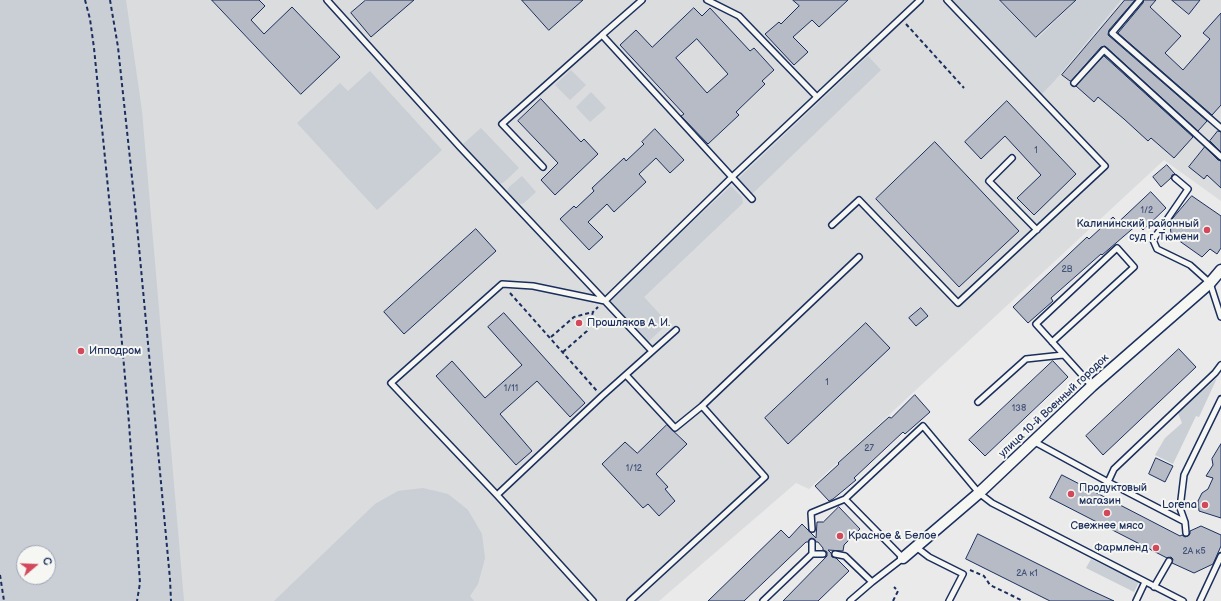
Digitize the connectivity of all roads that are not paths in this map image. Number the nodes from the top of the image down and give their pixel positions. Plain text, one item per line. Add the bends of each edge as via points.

==========

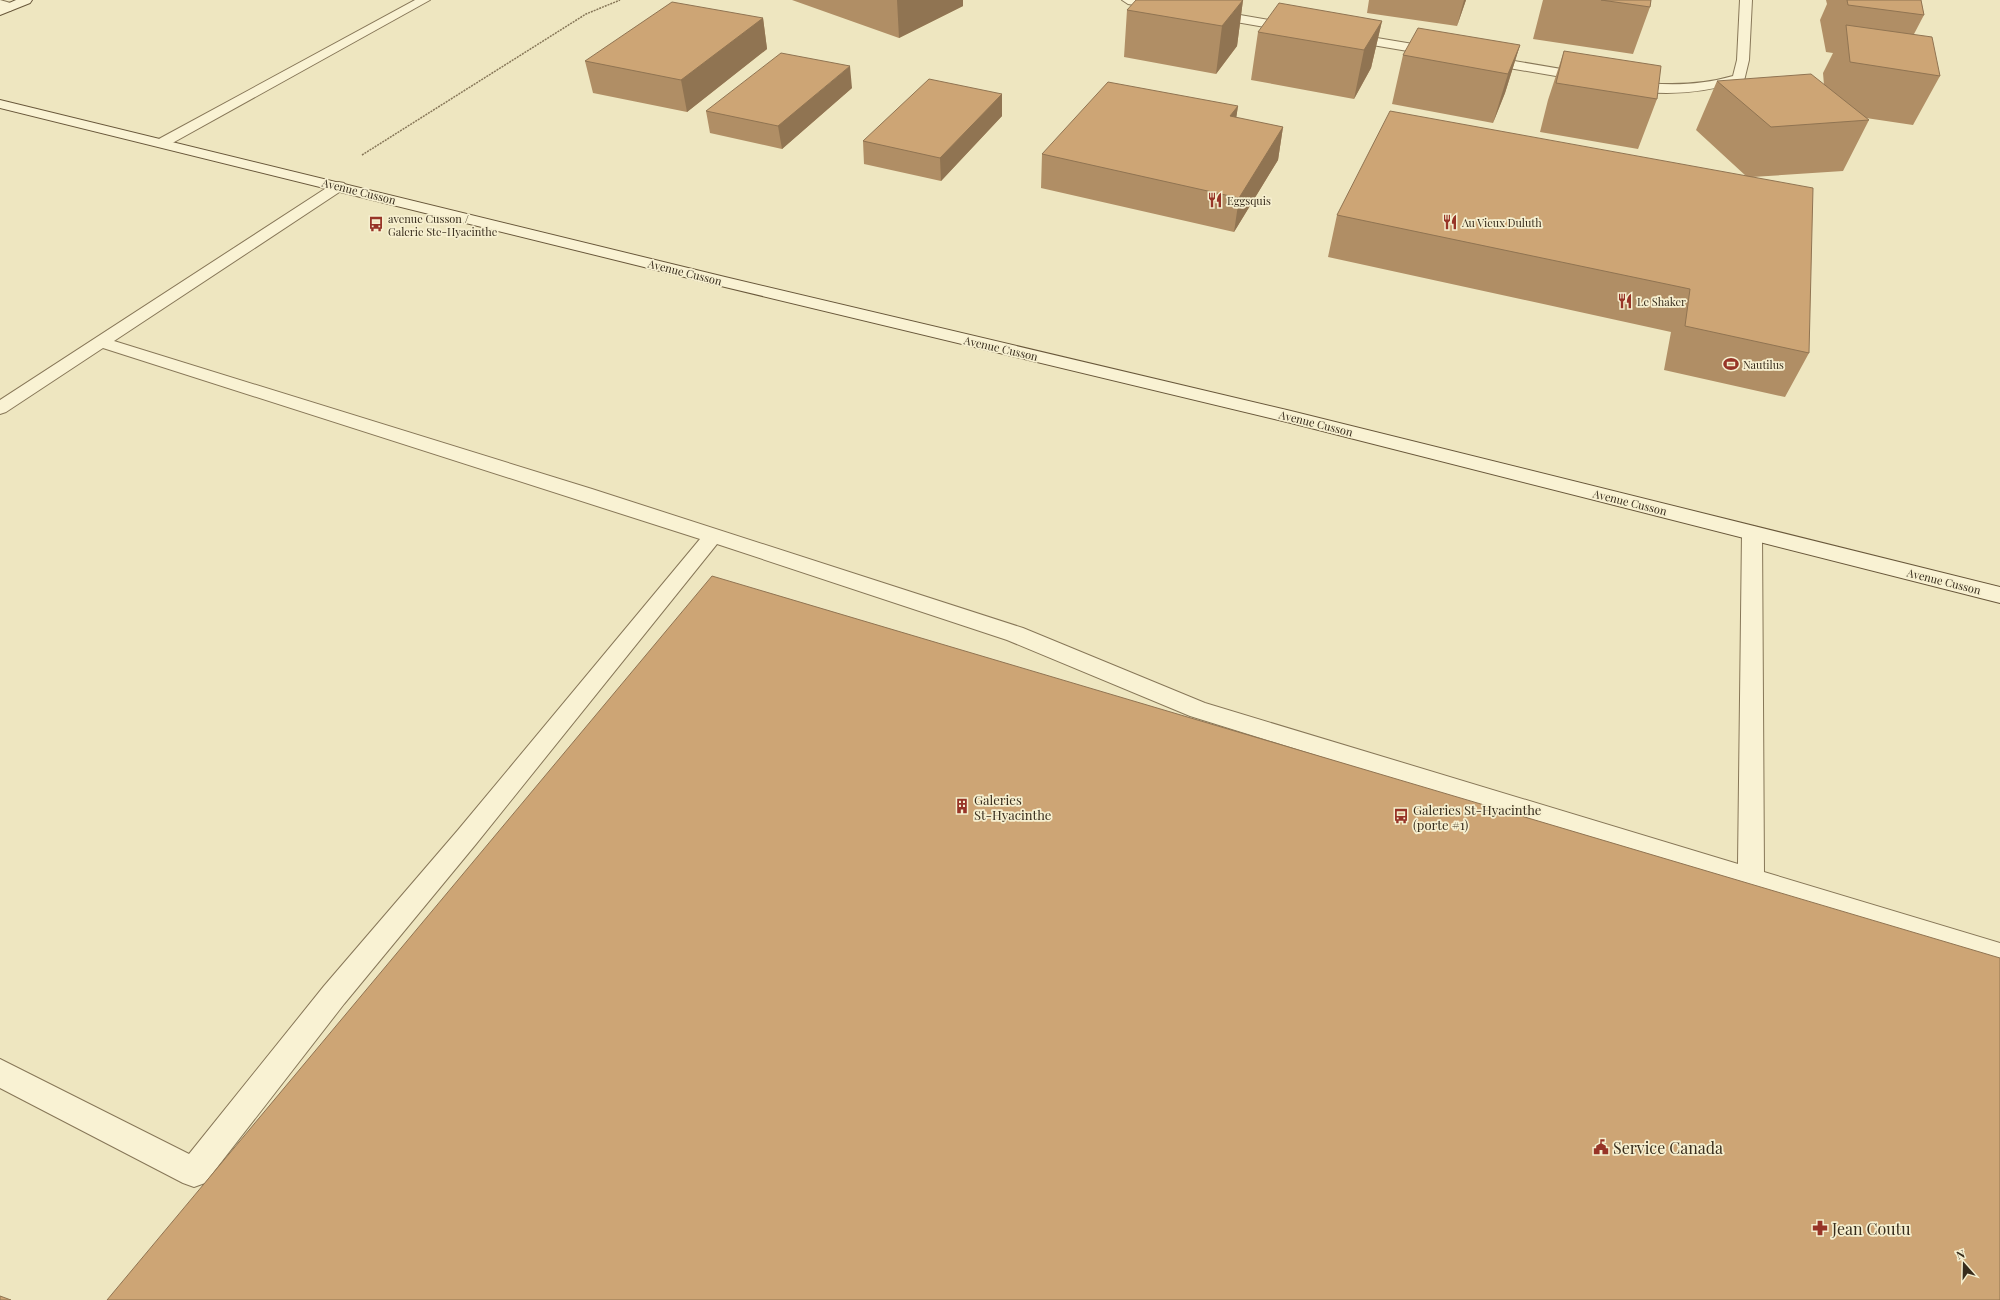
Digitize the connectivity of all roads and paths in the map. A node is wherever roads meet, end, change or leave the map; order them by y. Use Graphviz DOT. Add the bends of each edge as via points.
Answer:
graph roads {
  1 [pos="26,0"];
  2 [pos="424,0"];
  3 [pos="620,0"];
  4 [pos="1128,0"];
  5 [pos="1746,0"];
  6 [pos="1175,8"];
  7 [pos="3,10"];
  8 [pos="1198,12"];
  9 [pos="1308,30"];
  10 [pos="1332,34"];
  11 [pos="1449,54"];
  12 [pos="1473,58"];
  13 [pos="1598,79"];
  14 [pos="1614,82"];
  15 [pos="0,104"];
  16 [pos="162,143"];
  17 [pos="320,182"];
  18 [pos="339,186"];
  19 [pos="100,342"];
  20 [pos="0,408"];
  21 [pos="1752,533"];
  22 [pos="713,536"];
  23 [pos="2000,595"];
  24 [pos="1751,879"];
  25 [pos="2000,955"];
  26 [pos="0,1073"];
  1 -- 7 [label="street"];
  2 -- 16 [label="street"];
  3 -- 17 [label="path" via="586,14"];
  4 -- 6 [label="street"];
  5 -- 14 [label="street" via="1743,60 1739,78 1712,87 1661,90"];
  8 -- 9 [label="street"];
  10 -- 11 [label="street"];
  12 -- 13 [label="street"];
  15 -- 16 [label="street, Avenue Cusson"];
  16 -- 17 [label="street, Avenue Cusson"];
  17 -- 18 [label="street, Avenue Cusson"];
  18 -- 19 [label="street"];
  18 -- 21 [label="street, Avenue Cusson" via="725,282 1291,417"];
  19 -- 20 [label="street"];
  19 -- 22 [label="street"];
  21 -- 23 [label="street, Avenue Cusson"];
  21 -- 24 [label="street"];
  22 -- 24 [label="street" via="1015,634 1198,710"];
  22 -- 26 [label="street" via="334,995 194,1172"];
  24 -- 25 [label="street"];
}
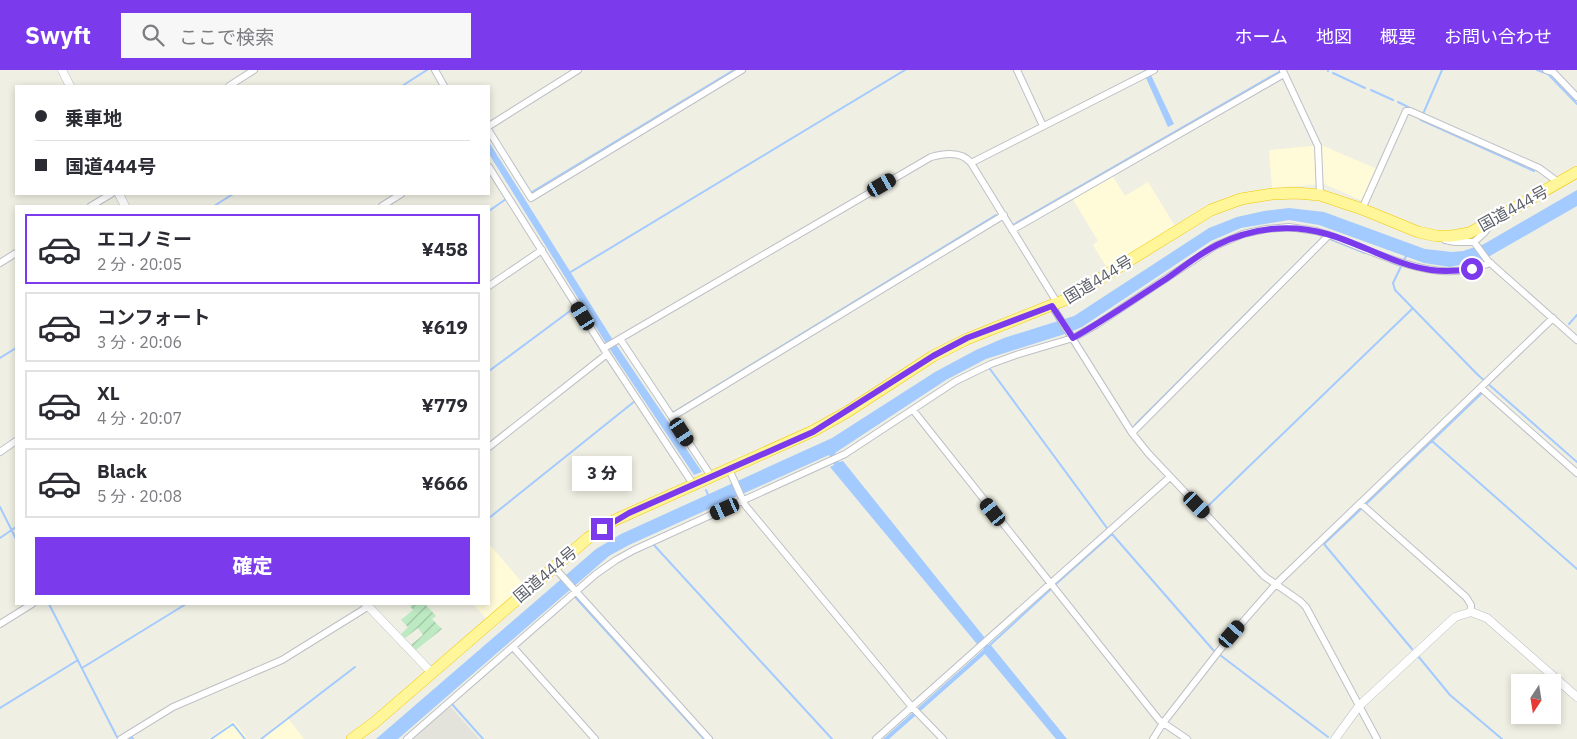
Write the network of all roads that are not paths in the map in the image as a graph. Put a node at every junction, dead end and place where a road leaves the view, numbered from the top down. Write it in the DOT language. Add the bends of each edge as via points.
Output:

==========

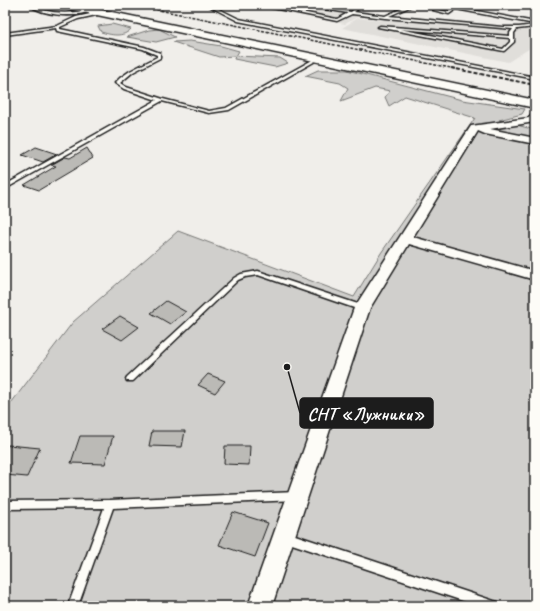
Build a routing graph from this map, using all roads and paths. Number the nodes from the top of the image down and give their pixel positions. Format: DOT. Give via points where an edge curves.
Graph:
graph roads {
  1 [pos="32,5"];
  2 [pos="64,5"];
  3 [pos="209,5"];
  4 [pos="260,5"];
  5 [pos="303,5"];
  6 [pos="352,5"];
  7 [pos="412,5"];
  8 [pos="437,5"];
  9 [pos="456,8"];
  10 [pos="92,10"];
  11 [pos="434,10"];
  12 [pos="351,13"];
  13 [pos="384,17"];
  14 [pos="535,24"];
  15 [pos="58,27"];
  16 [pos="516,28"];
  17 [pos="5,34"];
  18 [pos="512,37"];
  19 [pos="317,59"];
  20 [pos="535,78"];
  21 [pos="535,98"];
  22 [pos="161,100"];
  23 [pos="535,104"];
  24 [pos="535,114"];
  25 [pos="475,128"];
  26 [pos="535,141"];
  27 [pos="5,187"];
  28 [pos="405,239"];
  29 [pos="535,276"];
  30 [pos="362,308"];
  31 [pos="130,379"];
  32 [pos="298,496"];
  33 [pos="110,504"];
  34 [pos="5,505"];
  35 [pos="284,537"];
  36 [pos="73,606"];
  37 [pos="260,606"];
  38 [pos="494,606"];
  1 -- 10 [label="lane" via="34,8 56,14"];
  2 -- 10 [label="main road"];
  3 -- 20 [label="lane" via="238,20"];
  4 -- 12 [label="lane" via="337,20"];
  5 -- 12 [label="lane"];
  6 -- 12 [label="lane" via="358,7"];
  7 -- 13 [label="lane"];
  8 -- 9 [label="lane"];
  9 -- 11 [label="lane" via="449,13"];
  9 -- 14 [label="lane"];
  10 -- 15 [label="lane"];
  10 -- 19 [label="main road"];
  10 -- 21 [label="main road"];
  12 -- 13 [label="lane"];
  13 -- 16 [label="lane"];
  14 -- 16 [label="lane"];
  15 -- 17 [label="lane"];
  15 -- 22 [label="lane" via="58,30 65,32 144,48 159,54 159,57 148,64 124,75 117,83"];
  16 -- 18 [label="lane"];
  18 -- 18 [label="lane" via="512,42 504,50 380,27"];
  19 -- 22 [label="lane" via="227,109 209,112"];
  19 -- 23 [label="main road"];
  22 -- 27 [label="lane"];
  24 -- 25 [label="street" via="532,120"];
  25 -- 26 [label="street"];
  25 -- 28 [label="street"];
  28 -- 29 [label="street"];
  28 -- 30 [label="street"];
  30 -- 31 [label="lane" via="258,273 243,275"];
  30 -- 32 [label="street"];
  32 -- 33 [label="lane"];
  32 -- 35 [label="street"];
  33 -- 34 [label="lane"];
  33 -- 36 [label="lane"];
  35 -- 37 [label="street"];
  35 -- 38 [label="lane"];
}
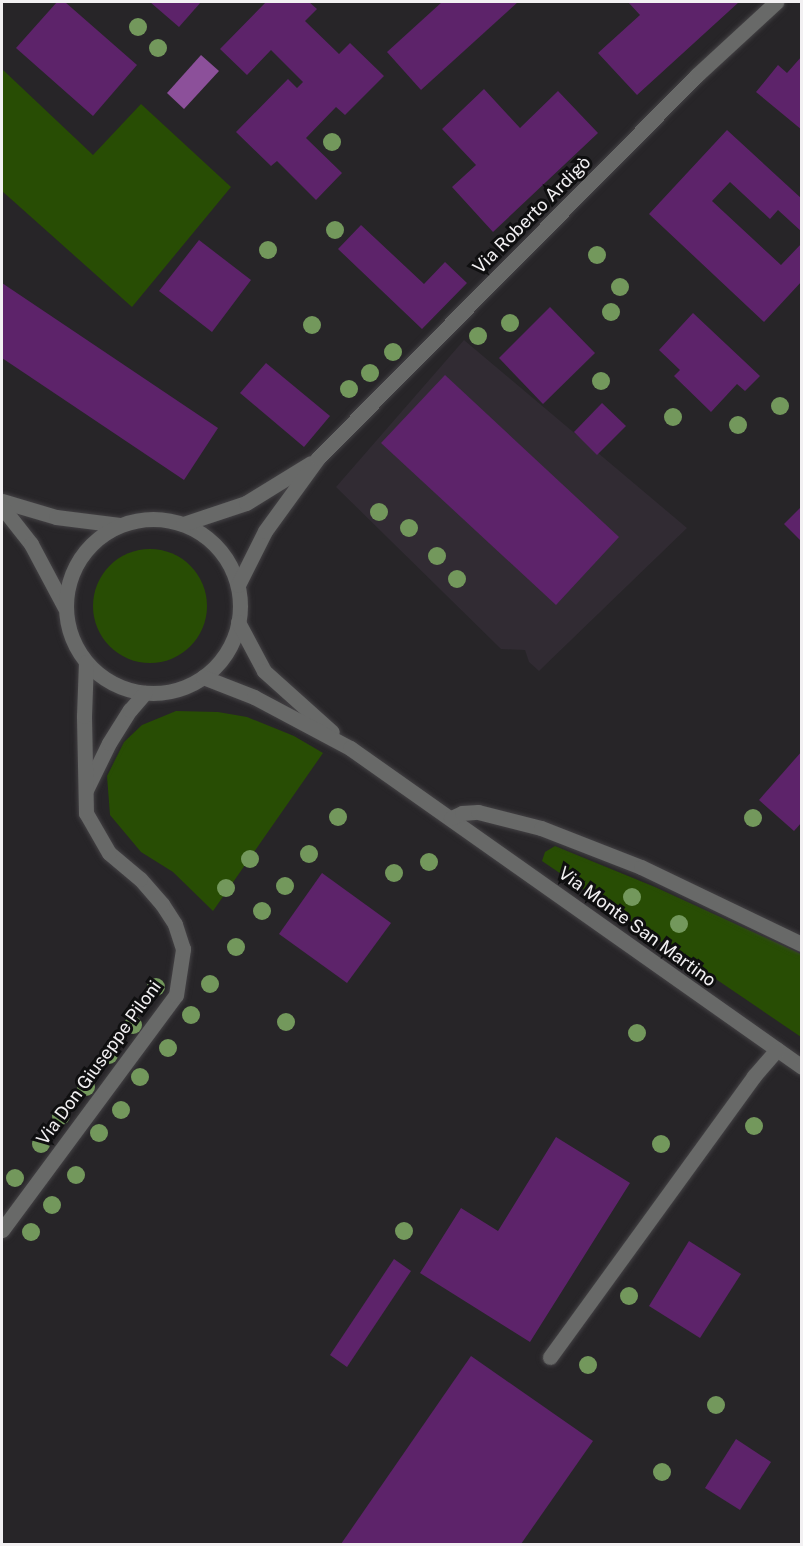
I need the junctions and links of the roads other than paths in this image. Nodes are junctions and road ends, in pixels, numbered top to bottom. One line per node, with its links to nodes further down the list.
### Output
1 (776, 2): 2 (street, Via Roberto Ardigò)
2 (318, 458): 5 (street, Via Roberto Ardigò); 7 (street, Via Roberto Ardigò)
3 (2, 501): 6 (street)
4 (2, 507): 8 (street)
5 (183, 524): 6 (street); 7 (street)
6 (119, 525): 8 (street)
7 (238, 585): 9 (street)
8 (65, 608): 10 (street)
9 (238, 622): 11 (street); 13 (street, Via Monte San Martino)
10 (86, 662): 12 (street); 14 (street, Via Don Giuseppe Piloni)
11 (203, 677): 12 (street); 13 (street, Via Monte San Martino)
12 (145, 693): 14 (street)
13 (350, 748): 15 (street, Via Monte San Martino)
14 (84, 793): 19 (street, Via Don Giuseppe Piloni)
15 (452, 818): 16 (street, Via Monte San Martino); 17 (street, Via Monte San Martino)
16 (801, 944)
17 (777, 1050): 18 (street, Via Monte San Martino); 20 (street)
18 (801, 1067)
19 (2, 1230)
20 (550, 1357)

==========

• [What needs to be done]:
Search the data above and return each line in which "connectivity" occurs.

• [Answer to this task]:
Digitize the connectivity of all roads that are not paths in this map image. Number the nodes from the top of the image down and give their pixel positions. Plain text, one item per line. Add the bends of each edge as via points.
Digitize the connectivity of all roads and paths in the map. A node is wherever roads meet, end, change or leave the map; order them by y. Use Graphviz DOT. Add the bends of each edge as via points.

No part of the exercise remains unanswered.